§ What is required: In full and word for word, print the data below.

§ Entries taken from a collection:

+--

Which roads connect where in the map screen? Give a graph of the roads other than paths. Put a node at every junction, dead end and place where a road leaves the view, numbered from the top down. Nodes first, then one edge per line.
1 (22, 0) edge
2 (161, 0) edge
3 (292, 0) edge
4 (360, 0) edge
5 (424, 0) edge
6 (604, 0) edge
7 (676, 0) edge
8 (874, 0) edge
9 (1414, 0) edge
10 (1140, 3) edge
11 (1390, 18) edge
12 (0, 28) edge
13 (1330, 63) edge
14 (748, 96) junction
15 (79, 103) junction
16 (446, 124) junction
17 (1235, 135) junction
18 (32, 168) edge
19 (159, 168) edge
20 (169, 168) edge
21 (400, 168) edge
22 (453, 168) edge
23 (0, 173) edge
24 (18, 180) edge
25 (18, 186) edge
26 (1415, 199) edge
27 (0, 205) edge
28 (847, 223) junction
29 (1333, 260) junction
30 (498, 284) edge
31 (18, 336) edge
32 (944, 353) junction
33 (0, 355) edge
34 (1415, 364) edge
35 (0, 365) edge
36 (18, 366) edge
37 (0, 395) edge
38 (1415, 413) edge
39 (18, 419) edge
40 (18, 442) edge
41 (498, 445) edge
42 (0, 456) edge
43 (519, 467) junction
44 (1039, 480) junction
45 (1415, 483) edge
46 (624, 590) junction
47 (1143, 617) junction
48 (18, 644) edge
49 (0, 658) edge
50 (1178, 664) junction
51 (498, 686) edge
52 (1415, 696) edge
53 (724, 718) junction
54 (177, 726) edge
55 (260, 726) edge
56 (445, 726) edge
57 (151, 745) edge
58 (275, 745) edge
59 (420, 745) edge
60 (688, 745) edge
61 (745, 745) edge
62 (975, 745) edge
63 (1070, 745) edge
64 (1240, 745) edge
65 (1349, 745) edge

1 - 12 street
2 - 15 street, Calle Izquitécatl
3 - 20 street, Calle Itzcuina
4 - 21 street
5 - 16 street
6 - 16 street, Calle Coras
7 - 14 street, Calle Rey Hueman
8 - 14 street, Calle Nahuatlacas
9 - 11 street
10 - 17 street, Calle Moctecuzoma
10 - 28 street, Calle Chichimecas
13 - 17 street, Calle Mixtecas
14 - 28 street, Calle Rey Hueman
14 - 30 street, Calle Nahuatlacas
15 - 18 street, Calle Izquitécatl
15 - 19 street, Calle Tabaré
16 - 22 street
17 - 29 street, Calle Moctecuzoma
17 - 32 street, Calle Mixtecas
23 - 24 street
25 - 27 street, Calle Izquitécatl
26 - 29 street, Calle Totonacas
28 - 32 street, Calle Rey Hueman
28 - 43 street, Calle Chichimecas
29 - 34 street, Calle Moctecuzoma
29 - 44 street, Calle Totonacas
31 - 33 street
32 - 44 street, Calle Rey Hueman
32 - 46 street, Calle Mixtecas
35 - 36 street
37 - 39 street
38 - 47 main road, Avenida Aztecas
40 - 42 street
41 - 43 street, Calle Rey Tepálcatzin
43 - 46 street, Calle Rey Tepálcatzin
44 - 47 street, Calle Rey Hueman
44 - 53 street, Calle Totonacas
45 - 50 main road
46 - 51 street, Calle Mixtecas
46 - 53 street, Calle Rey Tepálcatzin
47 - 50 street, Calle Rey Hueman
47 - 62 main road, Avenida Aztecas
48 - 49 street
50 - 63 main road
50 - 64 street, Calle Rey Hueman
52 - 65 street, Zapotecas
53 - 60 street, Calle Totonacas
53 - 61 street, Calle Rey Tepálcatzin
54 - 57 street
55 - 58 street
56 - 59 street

+--

§ Result of this exercise:
Which roads connect where in the map screen? Give a graph of the roads other than paths. Put a node at every junction, dead end and place where a road leaves the view, numbered from the top down. Nodes first, then one edge per line.
1 (22, 0) edge
2 (161, 0) edge
3 (292, 0) edge
4 (360, 0) edge
5 (424, 0) edge
6 (604, 0) edge
7 (676, 0) edge
8 (874, 0) edge
9 (1414, 0) edge
10 (1140, 3) edge
11 (1390, 18) edge
12 (0, 28) edge
13 (1330, 63) edge
14 (748, 96) junction
15 (79, 103) junction
16 (446, 124) junction
17 (1235, 135) junction
18 (32, 168) edge
19 (159, 168) edge
20 (169, 168) edge
21 (400, 168) edge
22 (453, 168) edge
23 (0, 173) edge
24 (18, 180) edge
25 (18, 186) edge
26 (1415, 199) edge
27 (0, 205) edge
28 (847, 223) junction
29 (1333, 260) junction
30 (498, 284) edge
31 (18, 336) edge
32 (944, 353) junction
33 (0, 355) edge
34 (1415, 364) edge
35 (0, 365) edge
36 (18, 366) edge
37 (0, 395) edge
38 (1415, 413) edge
39 (18, 419) edge
40 (18, 442) edge
41 (498, 445) edge
42 (0, 456) edge
43 (519, 467) junction
44 (1039, 480) junction
45 (1415, 483) edge
46 (624, 590) junction
47 (1143, 617) junction
48 (18, 644) edge
49 (0, 658) edge
50 (1178, 664) junction
51 (498, 686) edge
52 (1415, 696) edge
53 (724, 718) junction
54 (177, 726) edge
55 (260, 726) edge
56 (445, 726) edge
57 (151, 745) edge
58 (275, 745) edge
59 (420, 745) edge
60 (688, 745) edge
61 (745, 745) edge
62 (975, 745) edge
63 (1070, 745) edge
64 (1240, 745) edge
65 (1349, 745) edge

1 - 12 street
2 - 15 street, Calle Izquitécatl
3 - 20 street, Calle Itzcuina
4 - 21 street
5 - 16 street
6 - 16 street, Calle Coras
7 - 14 street, Calle Rey Hueman
8 - 14 street, Calle Nahuatlacas
9 - 11 street
10 - 17 street, Calle Moctecuzoma
10 - 28 street, Calle Chichimecas
13 - 17 street, Calle Mixtecas
14 - 28 street, Calle Rey Hueman
14 - 30 street, Calle Nahuatlacas
15 - 18 street, Calle Izquitécatl
15 - 19 street, Calle Tabaré
16 - 22 street
17 - 29 street, Calle Moctecuzoma
17 - 32 street, Calle Mixtecas
23 - 24 street
25 - 27 street, Calle Izquitécatl
26 - 29 street, Calle Totonacas
28 - 32 street, Calle Rey Hueman
28 - 43 street, Calle Chichimecas
29 - 34 street, Calle Moctecuzoma
29 - 44 street, Calle Totonacas
31 - 33 street
32 - 44 street, Calle Rey Hueman
32 - 46 street, Calle Mixtecas
35 - 36 street
37 - 39 street
38 - 47 main road, Avenida Aztecas
40 - 42 street
41 - 43 street, Calle Rey Tepálcatzin
43 - 46 street, Calle Rey Tepálcatzin
44 - 47 street, Calle Rey Hueman
44 - 53 street, Calle Totonacas
45 - 50 main road
46 - 51 street, Calle Mixtecas
46 - 53 street, Calle Rey Tepálcatzin
47 - 50 street, Calle Rey Hueman
47 - 62 main road, Avenida Aztecas
48 - 49 street
50 - 63 main road
50 - 64 street, Calle Rey Hueman
52 - 65 street, Zapotecas
53 - 60 street, Calle Totonacas
53 - 61 street, Calle Rey Tepálcatzin
54 - 57 street
55 - 58 street
56 - 59 street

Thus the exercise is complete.